▽

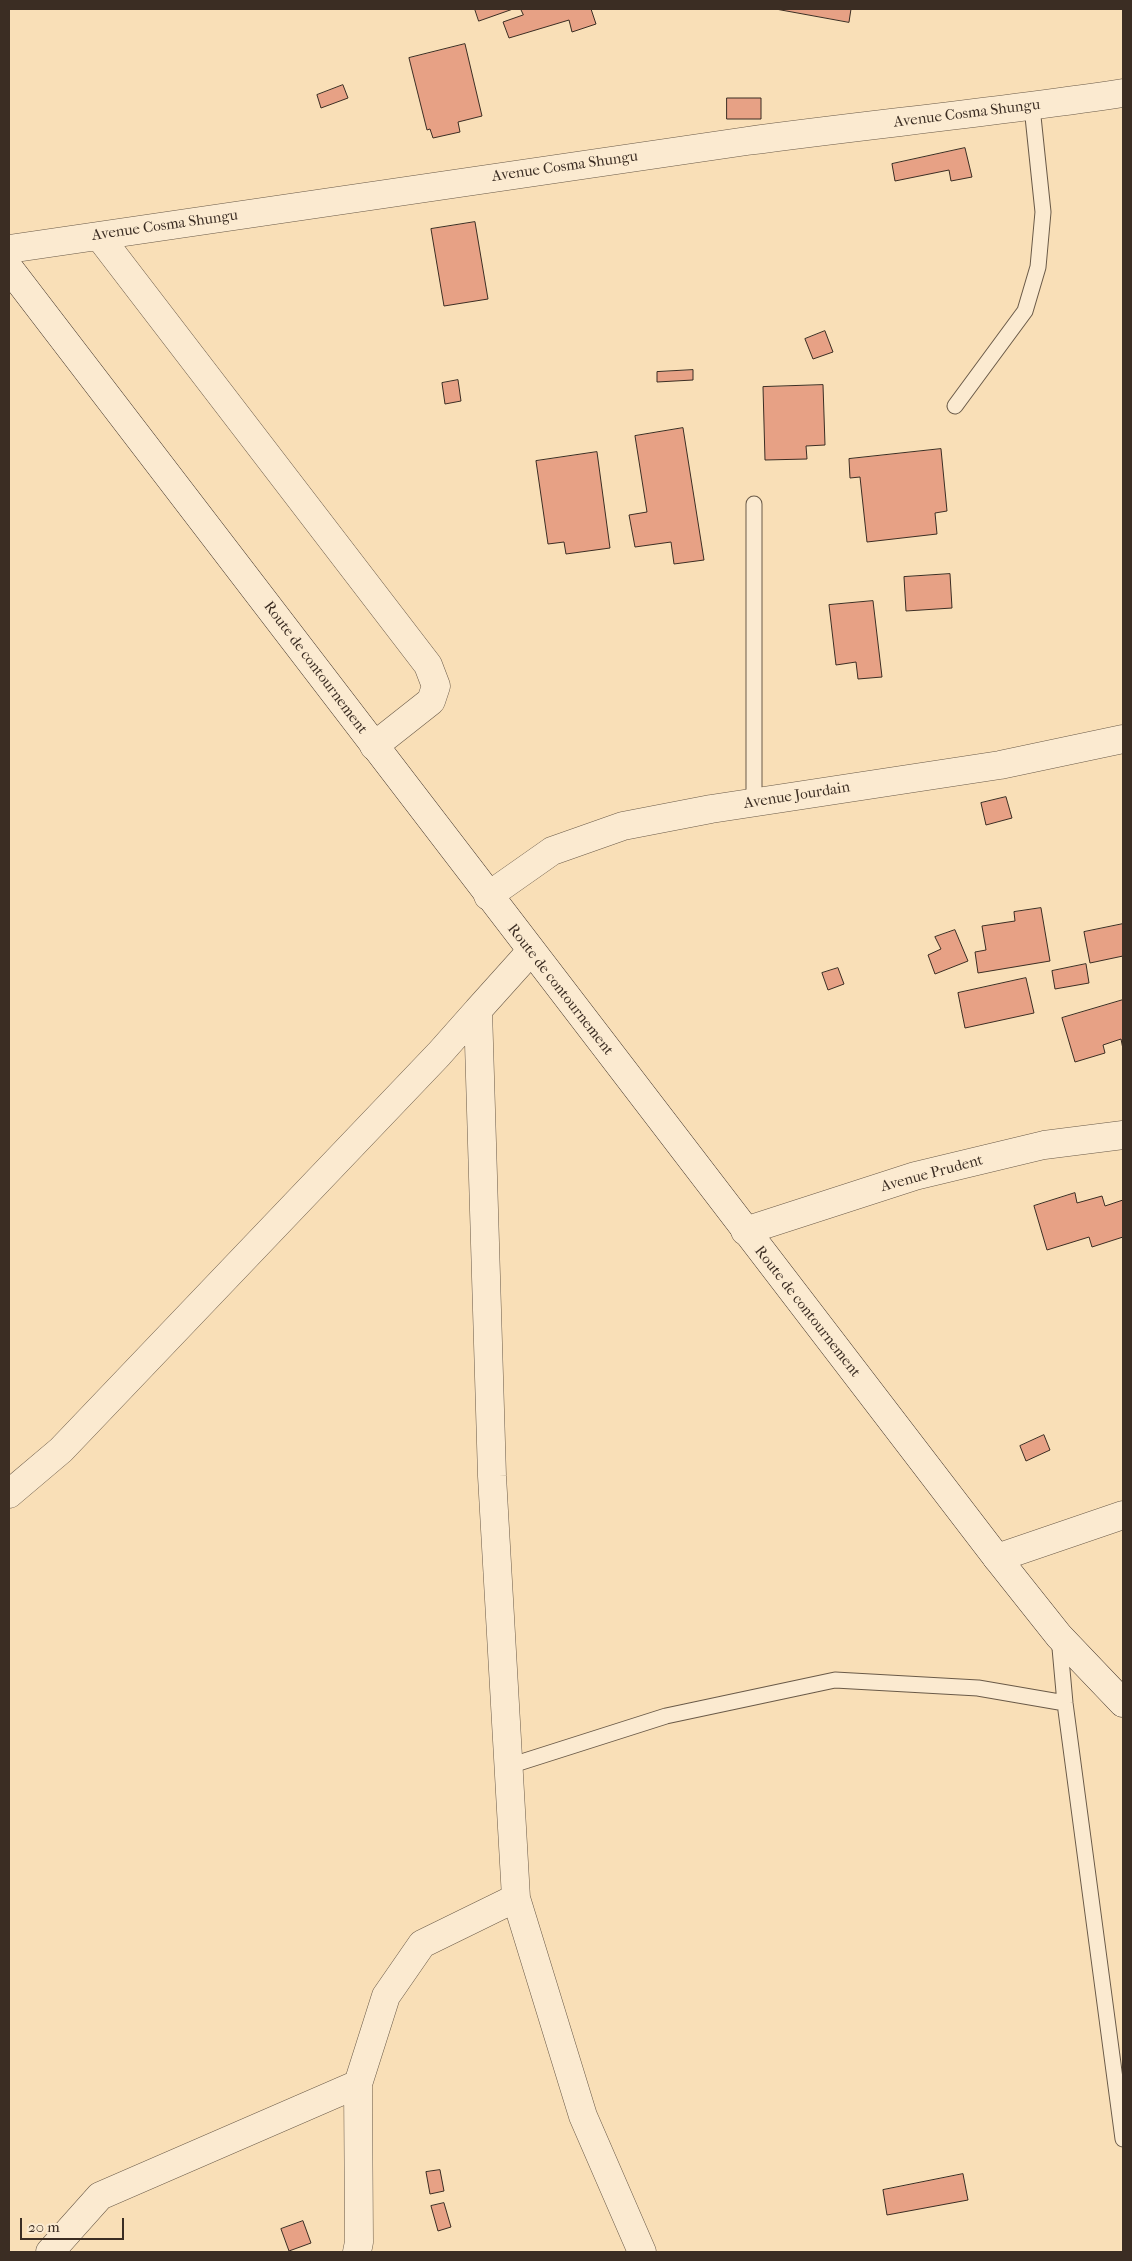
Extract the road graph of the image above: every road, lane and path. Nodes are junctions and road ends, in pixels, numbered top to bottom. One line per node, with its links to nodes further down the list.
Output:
1 (1123, 94): 2 (street, Avenue Cosma Shungu)
2 (1032, 107): 3 (street, Avenue Cosma Shungu); 6 (lane)
3 (99, 236): 4 (street, Avenue Cosma Shungu); 9 (street)
4 (9, 249)
5 (9, 268): 9 (street, Route de contournement)
6 (956, 406)
7 (754, 504): 10 (lane)
8 (1123, 740): 10 (street, Avenue Jourdain)
9 (374, 746): 11 (street, Route de contournement)
10 (754, 802): 11 (street, Avenue Jourdain)
11 (488, 896): 12 (street, Route de contournement)
12 (531, 952): 13 (street); 15 (street, Route de contournement)
13 (478, 1010): 16 (street); 22 (street)
14 (1123, 1134): 15 (street, Avenue Prudent)
15 (745, 1232): 18 (street, Route de contournement)
16 (9, 1494)
17 (1123, 1515): 18 (street)
18 (997, 1558): 19 (street, Route de contournement)
19 (1059, 1636): 20 (lane); 21 (street, Route de contournement)
20 (1064, 1703): 22 (lane); 25 (lane)
21 (1123, 1703)
22 (509, 1766): 23 (street)
23 (516, 1898): 24 (street); 28 (street)
24 (358, 2084): 26 (street); 27 (street)
25 (1123, 2140)
26 (50, 2252)
27 (357, 2252)
28 (642, 2252)

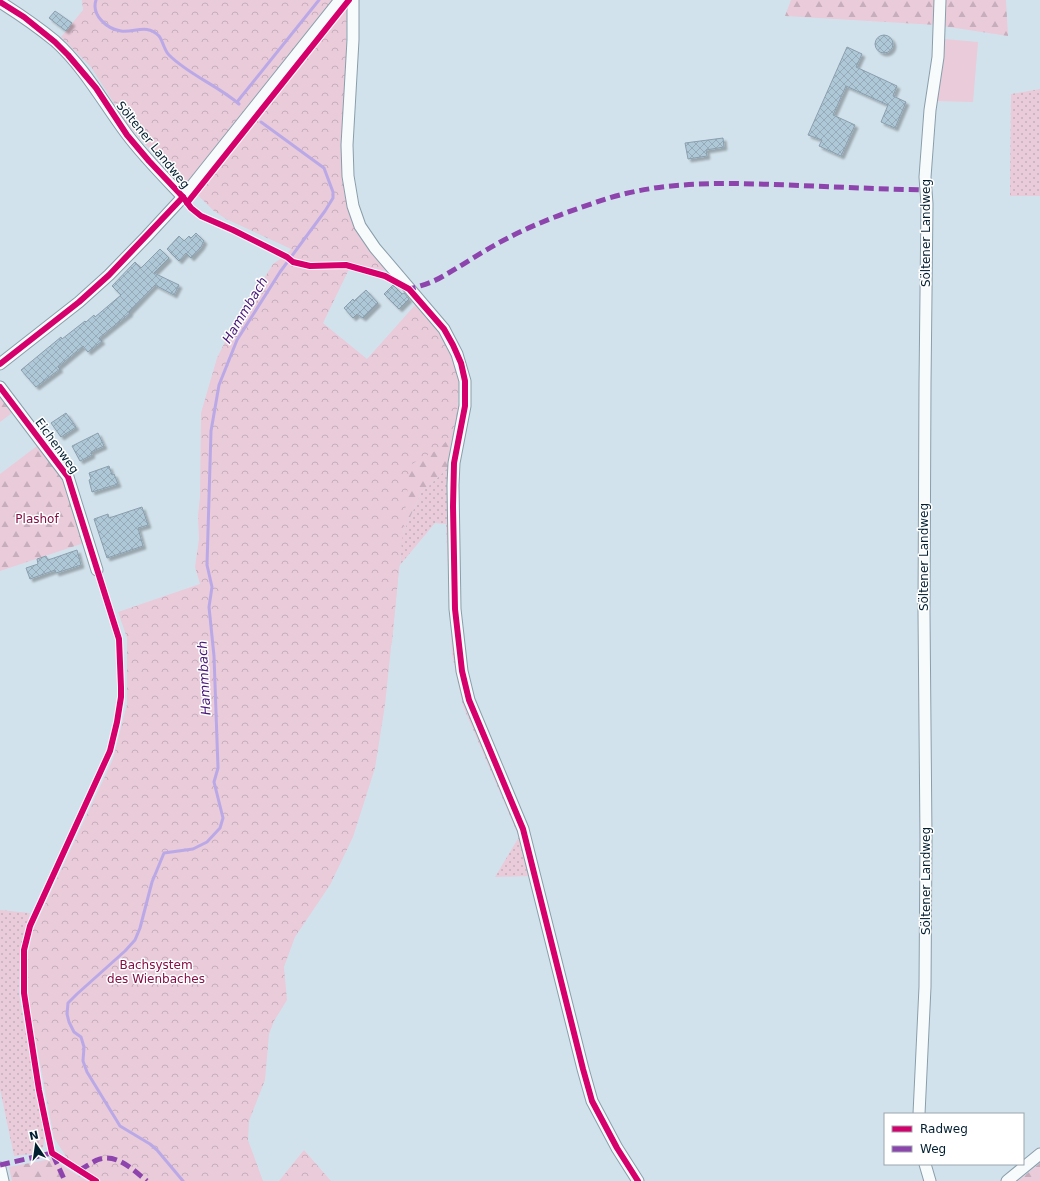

△

DIRECTIONS
A word-for-word transcription of the entries above, free of images, is what is wanted.

ANSWER SECTION
Extract the road graph of the image above: every road, lane and path. Nodes are junctions and road ends, in pixels, numbered top to bottom. One line per node, with its links to nodes further down the list.
Output:
1 (1123, 94): 2 (street, Avenue Cosma Shungu)
2 (1032, 107): 3 (street, Avenue Cosma Shungu); 6 (lane)
3 (99, 236): 4 (street, Avenue Cosma Shungu); 9 (street)
4 (9, 249)
5 (9, 268): 9 (street, Route de contournement)
6 (956, 406)
7 (754, 504): 10 (lane)
8 (1123, 740): 10 (street, Avenue Jourdain)
9 (374, 746): 11 (street, Route de contournement)
10 (754, 802): 11 (street, Avenue Jourdain)
11 (488, 896): 12 (street, Route de contournement)
12 (531, 952): 13 (street); 15 (street, Route de contournement)
13 (478, 1010): 16 (street); 22 (street)
14 (1123, 1134): 15 (street, Avenue Prudent)
15 (745, 1232): 18 (street, Route de contournement)
16 (9, 1494)
17 (1123, 1515): 18 (street)
18 (997, 1558): 19 (street, Route de contournement)
19 (1059, 1636): 20 (lane); 21 (street, Route de contournement)
20 (1064, 1703): 22 (lane); 25 (lane)
21 (1123, 1703)
22 (509, 1766): 23 (street)
23 (516, 1898): 24 (street); 28 (street)
24 (358, 2084): 26 (street); 27 (street)
25 (1123, 2140)
26 (50, 2252)
27 (357, 2252)
28 (642, 2252)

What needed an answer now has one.